A real-life priest who starred in ‘The Exorcist’ is accused of sexually abusing one of his students at a school where he taught in New York.
Father William J. O’Malley was a teacher at McQuaid Jesuit High School both before and after he starred as Father Joseph Dyer in the 1973 horror classic.
Father O’Malley joined the McQuaid faculty in 1965 and left the school in the mid-1980s, becoming well-known within the community.
He is now 87 and lives in in the Jesuit community at Fordham University in the Bronx.
Father William J. O’Malley (pictured) is accused of sexually abusing one of his students at McQuaid Jesuit High School in New York where he taught for around 20 years. He also had a starring role as a priest in the cult classic horror ‘The Exorcist’
Father O’Malley was a teacher at McQuaid Jesuit High School in 1965 until the mid 1980s
O’Malley also wrote more than three dozen books and was a vocal representative Jesuit order and Catholic faith.
A lawsuit seen by the Rochester Democrat and Chronicle states that O’Malley is accused of sexually abusing a 17-year-old McQuaid student ‘multiple times’ in 1985 and 1986.
Some acts of abuse allegedly happened at the school, in a classroom or in hallways. Some occurred at school-sponsored activities, according to the lawsuit.
According to the complaint, the abuse caused the alleged male victim to suffer ‘severe emotional and psychological distress, humiliation, fright, dissociation, anger, depression, anxiety, family turmoil and loss of faith.’
O’Malley left McQuaid for Fordham Preparatory School in the Bronx after the 1985-86 school year when the abuse allegedly occurred, The Rochester Democrat and Chronicle reported.
He was reportedly fired in 2012 from Fordham, with authorities telling the New York Post that his teaching style was ‘too abrasive and confrontational.’
A spokesman for McQuaid claimed the school has no record of any sexual offenses involving O’Malley.
He added they did not hear of the abuse accusations until a lawsuit was filed this week, a spokesman told the Democrat and Chronicle.
A male claimed in a complaint that O’Malley abused him while he was a student at McQuaid Jesuit High School and it caused him to suffer ‘severe emotional and psychological distress, humiliation, fright, dissociation, anger, depression, anxiety, family turmoil and loss of faith’
William O’Malley (left) is pictured in a scene from The Exorcist with co-star Jason Miller (right) who played Father Karras
Father O’Malley got a role in The Exorcist while carrying out a review of ‘The Exorcist’ novel for the Books Sandwiched In program at the Rochester Public Library in the fall of 1971.
O’Malley then became friends with the book’s author, Jesuit-educated William Peter Blatty and when production of the movie was being planned, he asked O’Malley to play the role of Father Joseph Dyer.
O’Malley’s character was witty and he can be seeing crying over the body of a priest who dies.

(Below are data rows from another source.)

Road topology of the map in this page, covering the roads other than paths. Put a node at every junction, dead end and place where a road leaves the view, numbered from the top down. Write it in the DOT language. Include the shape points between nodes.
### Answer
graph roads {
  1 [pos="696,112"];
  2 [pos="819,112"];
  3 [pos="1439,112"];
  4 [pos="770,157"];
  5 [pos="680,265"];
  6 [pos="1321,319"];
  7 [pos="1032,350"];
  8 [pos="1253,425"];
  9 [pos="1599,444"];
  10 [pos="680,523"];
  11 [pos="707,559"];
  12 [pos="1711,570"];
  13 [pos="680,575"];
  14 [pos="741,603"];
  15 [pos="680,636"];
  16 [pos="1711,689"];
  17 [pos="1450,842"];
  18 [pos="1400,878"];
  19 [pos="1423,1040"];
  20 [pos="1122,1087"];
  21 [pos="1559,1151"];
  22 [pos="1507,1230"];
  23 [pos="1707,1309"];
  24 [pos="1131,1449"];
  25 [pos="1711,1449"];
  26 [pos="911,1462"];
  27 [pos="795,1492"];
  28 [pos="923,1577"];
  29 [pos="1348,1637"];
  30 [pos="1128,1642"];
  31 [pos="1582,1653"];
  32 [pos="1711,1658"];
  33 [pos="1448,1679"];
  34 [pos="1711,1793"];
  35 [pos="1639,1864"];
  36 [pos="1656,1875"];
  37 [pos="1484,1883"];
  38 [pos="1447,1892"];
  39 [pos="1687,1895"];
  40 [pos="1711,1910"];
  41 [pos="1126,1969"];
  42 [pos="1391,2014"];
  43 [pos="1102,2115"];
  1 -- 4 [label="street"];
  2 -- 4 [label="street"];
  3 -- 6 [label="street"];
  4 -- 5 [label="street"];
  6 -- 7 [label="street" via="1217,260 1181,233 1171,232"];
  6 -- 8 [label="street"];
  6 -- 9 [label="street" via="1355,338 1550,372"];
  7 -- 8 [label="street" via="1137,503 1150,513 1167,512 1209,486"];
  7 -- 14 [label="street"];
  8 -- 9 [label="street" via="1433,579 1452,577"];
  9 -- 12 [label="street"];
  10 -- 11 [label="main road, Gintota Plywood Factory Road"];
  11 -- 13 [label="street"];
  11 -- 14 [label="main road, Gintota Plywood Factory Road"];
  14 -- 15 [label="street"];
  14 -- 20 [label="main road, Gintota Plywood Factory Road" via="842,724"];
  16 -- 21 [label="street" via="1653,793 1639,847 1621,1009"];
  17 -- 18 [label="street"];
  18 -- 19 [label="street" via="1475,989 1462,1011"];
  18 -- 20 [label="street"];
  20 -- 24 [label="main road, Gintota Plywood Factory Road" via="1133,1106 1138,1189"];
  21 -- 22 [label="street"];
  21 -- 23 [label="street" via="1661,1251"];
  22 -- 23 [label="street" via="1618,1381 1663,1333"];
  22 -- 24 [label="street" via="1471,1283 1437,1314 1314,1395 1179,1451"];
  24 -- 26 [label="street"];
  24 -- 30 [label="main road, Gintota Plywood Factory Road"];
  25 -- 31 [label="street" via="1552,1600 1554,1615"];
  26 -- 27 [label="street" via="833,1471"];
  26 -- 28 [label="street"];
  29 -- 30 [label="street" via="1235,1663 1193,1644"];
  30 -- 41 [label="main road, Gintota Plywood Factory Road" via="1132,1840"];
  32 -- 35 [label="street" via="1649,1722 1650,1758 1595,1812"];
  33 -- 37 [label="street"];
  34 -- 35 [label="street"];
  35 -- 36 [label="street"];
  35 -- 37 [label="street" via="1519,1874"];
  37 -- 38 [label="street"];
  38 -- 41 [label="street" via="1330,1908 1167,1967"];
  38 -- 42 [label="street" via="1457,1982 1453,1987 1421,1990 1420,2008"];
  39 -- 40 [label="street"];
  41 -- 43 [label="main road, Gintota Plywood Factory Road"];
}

The complaint against him came about after New York’s Child Victim Act came into effect earlier this week.
Hundreds of lawsuits were filed as plaintiffs rushed to take advantage of the one-year litigation window, created by state lawmakers this year to give people who say they were victims a second chance to sue over abuse that, in many cases, happened decades ago.
O’Malley was reportedly fired in 2012 from Fordham Preparatory School, with authorities telling the New York Post that his teaching style was ‘too abrasive and confrontational’
O’Malley is now 87 and lives in in the Jesuit community at Fordham University in the Bronx, (pictured)
Those suing on Wednesday included a woman who says she was raped by Epstein as a teenager in 2002.
She filed against Epstein’s estate and three of his associates. Similar lawsuits from other women who say they were abused by Epstein are expected.
Other suits filed Wednesday include one from 45 former Rockefeller University Hospital patients who say a renowned endocrinologist molested hundreds of boys over more than three decades.
Hundreds of others sued the Catholic Church or one of its several New York dioceses.
The state’s statute of limitations had been among the nation’s most restrictive before state lawmakers extended it earlier this year for new cases. The Child Victims Act gives victims until age 55 to file lawsuits and until age 28 to seek criminal charges, compared with 23 under the old statute.
That law, which passed following more than a decade of debate in Albany, also created the litigation window.
Institutions that have long cared for children — such as the Catholic Church and the Boy Scouts, as well as private and public schools and hospitals — are girding for what could be a devastating financial blow. A similar law passed in 2002 in California resulted in Catholic dioceses there paying $1.2 billion in legal settlements.